The Church made a huge mistake in the way it imposed the Novus Ordo in 1969. It would now be another huge mistake to try to restrict options which are common practice all over the world just because, as I suspect, there are Vatican reactionaries who don't like them.
I can't believe this draft would have seen the light of day if John Paul II were in perfect health.
Bishop Bruskewitz follows the GIRM, which means there are lay lectors, communion in the hand, communion under both kinds, Extraodinary Ministers, and references from non-Scriptural sources quoted in homilies in churches in his diocese.
So, it must be something other than liturgical practice that is responsible for increased vocations.
A more accurate way to describe the sequence of events is to say that the introduction of clapping and dancing into formal liturgy is the innovation of man, not the Word of God.
Christianity took over from religions which featured Goddesses, Priestesses, Ritual Prostitution, Dancing Girls,and Sacrificial Sheep,Goats,Bulls,Horses,and Humans.
Christianity marketed itself as the antidote to these practices.
Correct.
which means there are lay lectors,
It doesn't mean that at all. The GIRM permits but does not require lay lectors.
communion in the hand, communion under both kinds, Extraodinary Ministers,
Again these are practices permitted but not required by the GIRM.
One can eliminate all of them and still be in full compliance with the GIRM - and generally in better compliance to boot.
and references from non-Scriptural sources quoted in homilies in churches in his diocese.
This is a straw man you invented. The document concerns readings given at Mass from non-Scriptural sources. There is no proposed ban on quotations from non-Scriptural sources in the homily.
So, it must be something other than liturgical practice that is responsible for increased vocations.

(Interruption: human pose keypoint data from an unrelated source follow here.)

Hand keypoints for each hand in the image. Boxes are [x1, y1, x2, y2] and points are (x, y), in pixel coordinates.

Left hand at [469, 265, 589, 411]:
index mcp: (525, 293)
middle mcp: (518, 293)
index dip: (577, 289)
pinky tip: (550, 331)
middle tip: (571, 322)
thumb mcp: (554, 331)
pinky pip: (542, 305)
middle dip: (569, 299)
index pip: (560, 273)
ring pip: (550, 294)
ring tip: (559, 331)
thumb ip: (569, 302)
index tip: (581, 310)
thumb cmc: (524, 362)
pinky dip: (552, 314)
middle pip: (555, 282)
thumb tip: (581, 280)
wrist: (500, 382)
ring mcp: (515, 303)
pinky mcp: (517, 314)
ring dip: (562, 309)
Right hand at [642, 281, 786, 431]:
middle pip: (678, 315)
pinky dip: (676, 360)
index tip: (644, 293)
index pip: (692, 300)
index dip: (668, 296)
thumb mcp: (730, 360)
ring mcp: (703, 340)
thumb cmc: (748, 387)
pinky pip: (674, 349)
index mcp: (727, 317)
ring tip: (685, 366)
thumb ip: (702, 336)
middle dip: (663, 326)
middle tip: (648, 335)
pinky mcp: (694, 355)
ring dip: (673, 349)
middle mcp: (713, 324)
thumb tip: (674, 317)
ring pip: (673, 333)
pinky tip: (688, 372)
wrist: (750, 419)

I think that if you randomly attended a Mass in one of Lincoln's parishes and randomly attended a Mass in one of Chicago's parishes, one would find a highly marked difference in liturgical practice.

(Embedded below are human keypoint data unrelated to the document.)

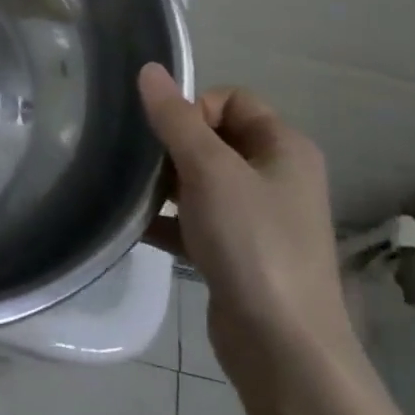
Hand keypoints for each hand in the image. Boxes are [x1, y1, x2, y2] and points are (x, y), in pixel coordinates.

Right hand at [137, 63, 353, 375]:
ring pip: (202, 182)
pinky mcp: (238, 253)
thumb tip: (149, 69)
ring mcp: (258, 217)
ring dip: (165, 184)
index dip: (194, 107)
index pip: (233, 100)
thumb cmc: (252, 242)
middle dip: (173, 147)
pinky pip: (196, 221)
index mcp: (284, 147)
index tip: (164, 136)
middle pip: (215, 138)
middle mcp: (276, 176)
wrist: (281, 345)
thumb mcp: (210, 171)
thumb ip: (176, 119)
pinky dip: (167, 221)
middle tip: (141, 165)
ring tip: (130, 194)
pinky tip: (134, 228)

I lived in Chicago for six years and never attended a Mass said in conformity to the GIRM except twice at Opus Dei Masses.
I'm not disputing that they are used in the Lincoln diocese.

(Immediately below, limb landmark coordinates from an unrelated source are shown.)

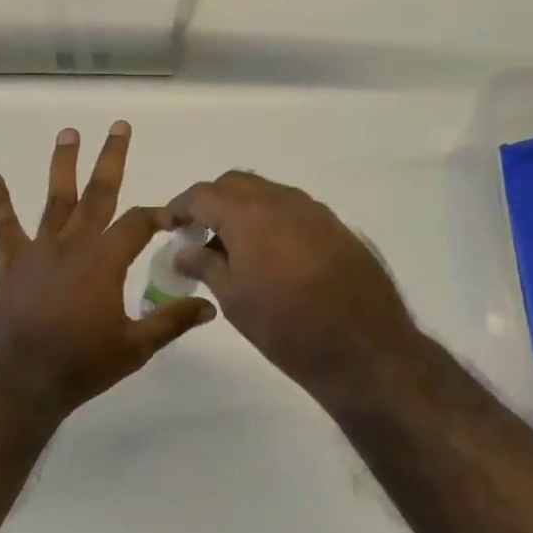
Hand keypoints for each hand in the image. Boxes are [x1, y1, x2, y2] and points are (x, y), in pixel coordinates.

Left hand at [0, 123, 216, 416]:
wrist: (20, 383)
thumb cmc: (81, 365)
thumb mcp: (135, 347)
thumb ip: (172, 321)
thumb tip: (210, 306)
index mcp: (106, 261)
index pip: (138, 223)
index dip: (158, 213)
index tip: (171, 214)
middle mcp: (74, 245)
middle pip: (99, 193)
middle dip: (111, 159)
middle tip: (119, 126)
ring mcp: (39, 251)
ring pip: (55, 199)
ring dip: (62, 164)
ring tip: (68, 133)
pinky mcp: (11, 264)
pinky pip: (5, 228)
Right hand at [166, 171, 426, 403]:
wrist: (365, 348)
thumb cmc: (286, 326)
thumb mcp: (234, 298)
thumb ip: (205, 265)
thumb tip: (185, 251)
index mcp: (248, 213)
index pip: (202, 194)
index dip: (179, 207)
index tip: (167, 225)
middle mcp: (281, 200)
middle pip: (235, 184)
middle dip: (211, 202)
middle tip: (198, 233)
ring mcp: (313, 211)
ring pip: (266, 193)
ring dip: (243, 209)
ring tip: (232, 246)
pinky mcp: (335, 227)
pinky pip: (292, 210)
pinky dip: (271, 220)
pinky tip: (270, 255)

What one will not see there are priests sitting on their duffs while only laity distribute communion, people passing the chalice around the pews, teens in bare-midriff outfits reading the Epistle, etc. as happens quite often in my diocese.
One will also see Masses in that diocese where a priest will do the readings and solely distribute Communion - as opposed to my diocese where a congregation of 20 people apparently necessitates two extraordinary Eucharistic ministers.
I've lived in all three dioceses in the past 20 years.
Going on for 2000 years now, and representing 50% of self-identified Christians.